§ Exercise description:
Which lines of the data hold the word "Left"? Copy all of them.

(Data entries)
BEGIN
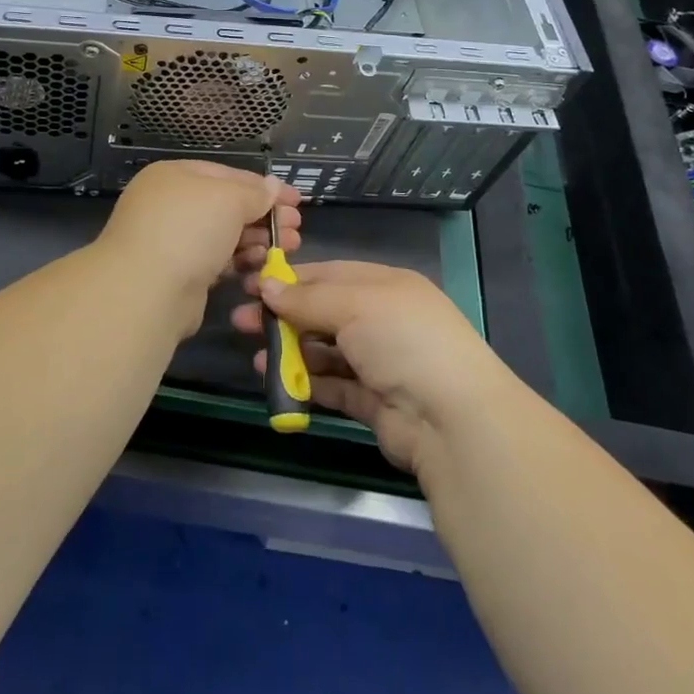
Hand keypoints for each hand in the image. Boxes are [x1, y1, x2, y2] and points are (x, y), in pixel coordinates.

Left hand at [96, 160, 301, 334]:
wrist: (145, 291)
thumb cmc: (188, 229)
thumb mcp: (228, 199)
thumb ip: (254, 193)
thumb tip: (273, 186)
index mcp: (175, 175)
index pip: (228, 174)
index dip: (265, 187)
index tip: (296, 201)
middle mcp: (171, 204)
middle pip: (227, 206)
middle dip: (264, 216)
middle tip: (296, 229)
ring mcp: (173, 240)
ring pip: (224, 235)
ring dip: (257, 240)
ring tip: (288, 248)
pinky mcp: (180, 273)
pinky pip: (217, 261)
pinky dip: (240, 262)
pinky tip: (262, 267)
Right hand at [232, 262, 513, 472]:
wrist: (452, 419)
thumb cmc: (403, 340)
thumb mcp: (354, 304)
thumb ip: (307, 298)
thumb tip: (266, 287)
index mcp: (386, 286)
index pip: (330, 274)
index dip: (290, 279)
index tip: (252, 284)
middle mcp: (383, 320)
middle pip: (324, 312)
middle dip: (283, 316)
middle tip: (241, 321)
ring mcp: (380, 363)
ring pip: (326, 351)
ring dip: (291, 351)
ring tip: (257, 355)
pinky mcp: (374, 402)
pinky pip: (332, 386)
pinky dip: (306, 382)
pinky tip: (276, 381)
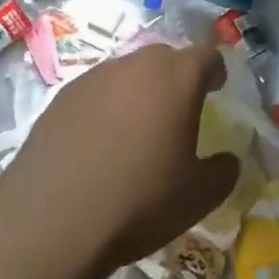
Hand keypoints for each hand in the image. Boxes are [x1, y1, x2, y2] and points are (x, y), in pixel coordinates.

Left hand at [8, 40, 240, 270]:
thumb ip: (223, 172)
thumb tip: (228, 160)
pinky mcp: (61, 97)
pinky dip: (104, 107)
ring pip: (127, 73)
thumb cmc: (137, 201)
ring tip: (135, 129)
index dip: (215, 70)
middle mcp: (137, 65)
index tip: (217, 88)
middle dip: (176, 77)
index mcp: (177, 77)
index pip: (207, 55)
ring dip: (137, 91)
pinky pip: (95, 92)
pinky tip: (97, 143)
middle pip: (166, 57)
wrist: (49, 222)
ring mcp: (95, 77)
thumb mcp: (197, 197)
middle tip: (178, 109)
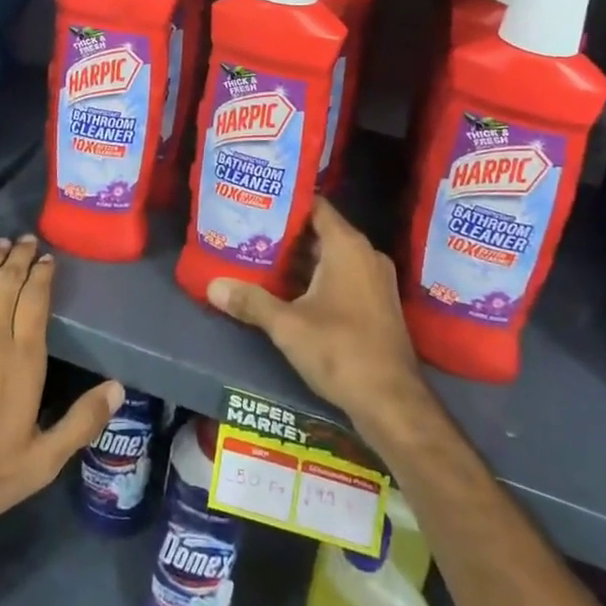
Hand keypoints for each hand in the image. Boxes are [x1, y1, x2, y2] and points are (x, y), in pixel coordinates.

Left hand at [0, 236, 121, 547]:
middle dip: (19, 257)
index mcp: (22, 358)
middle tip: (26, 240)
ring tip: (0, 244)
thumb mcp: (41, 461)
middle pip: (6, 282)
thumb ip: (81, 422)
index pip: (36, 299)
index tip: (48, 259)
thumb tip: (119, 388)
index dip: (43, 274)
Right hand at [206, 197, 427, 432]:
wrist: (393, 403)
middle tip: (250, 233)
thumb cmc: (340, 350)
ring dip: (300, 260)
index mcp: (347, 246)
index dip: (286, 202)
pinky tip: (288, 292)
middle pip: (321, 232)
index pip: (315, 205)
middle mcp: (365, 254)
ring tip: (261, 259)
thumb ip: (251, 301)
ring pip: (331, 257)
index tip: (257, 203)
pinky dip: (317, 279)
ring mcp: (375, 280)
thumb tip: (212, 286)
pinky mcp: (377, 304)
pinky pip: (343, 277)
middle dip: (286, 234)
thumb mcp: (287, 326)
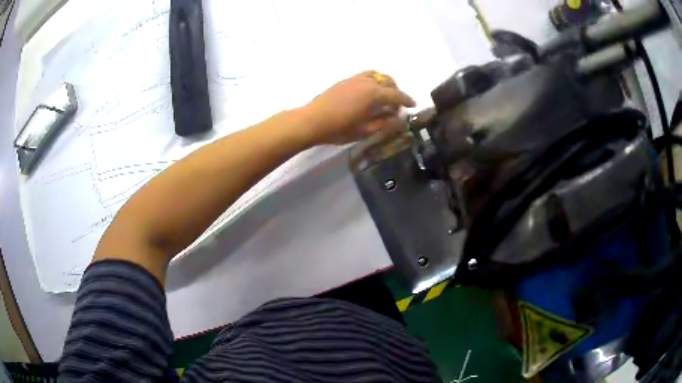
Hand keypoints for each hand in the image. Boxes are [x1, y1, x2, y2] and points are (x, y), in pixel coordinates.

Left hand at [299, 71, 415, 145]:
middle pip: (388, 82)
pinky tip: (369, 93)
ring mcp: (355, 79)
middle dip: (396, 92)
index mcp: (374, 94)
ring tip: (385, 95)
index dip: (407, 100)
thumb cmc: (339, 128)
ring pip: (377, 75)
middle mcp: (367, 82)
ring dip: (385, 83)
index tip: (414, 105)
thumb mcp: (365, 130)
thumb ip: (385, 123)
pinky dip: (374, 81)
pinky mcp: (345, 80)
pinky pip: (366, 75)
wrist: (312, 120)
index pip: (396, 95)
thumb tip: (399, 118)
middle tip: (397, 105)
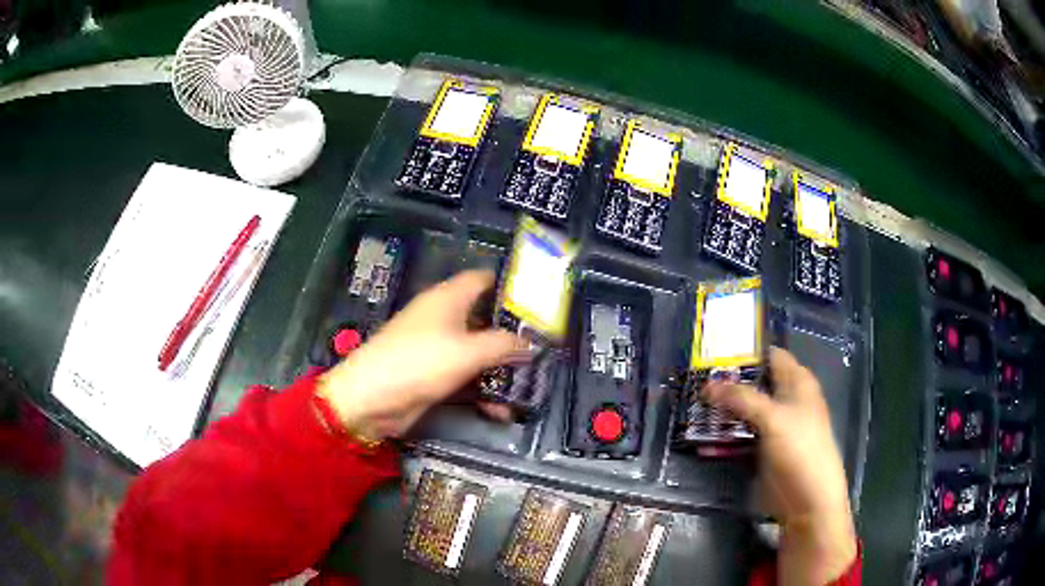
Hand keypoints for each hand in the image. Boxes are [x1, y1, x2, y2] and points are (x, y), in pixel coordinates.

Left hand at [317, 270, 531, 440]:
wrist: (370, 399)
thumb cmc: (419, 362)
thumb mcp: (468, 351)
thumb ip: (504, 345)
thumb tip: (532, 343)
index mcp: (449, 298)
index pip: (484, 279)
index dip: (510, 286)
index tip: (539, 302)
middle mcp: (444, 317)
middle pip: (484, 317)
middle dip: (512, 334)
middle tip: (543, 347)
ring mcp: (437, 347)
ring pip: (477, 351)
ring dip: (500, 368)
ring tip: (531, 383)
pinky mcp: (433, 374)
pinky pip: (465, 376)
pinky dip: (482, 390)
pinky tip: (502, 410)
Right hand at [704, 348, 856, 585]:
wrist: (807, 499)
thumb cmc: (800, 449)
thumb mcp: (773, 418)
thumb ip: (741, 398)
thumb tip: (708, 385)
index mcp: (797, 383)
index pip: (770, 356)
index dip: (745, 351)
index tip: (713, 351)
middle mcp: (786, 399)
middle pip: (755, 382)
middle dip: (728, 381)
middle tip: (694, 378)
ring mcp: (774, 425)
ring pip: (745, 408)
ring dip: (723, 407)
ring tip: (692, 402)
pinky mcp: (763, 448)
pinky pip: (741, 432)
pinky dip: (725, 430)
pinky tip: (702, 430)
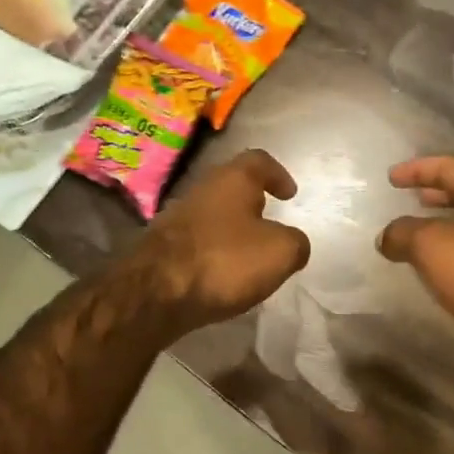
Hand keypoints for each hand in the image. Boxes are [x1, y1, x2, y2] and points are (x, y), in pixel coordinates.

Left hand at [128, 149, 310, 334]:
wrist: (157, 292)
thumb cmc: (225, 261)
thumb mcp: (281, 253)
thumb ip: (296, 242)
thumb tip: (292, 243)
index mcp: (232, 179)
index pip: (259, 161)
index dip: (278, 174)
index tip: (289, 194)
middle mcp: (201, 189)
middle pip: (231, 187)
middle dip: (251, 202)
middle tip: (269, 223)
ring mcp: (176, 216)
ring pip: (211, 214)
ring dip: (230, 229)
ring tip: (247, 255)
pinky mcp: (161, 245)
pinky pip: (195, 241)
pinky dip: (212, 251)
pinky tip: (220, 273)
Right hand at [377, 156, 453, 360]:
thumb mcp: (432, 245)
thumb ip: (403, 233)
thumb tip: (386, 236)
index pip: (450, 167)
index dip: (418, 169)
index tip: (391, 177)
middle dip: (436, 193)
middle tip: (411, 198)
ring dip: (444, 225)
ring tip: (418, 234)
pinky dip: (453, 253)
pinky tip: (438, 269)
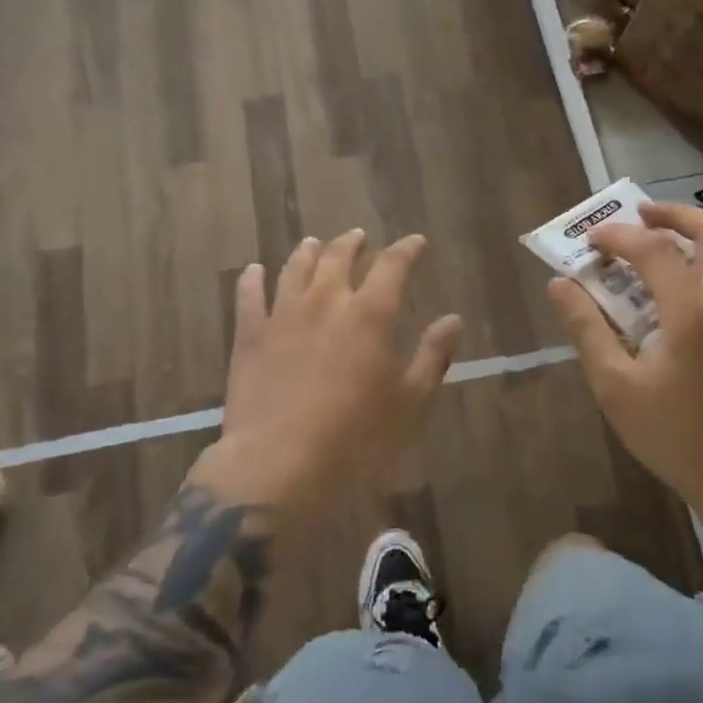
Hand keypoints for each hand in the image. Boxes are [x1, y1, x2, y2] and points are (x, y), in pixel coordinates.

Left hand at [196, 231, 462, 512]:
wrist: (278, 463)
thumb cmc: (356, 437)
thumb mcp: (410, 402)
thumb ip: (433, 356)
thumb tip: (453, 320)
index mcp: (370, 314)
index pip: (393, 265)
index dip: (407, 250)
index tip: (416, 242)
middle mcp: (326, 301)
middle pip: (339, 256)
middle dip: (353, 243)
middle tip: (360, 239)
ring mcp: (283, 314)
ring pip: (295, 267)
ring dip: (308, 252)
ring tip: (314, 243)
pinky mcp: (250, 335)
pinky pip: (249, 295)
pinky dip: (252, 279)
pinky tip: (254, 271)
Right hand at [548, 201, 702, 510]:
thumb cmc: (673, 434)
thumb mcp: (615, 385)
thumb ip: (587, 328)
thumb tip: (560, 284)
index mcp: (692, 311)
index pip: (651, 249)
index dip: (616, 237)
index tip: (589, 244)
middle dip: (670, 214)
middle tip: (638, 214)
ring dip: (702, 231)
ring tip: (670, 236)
END
§ Answer section:
Left hand at [96, 160, 301, 334]:
Left hand at [8, 40, 240, 270]:
Left hand at [0, 236, 121, 547]:
Left hand at [299, 71, 415, 145]:
Left hand at [317, 270, 531, 440]:
Left hand at [128, 149, 310, 334]:
Left hand at [196, 231, 462, 512]:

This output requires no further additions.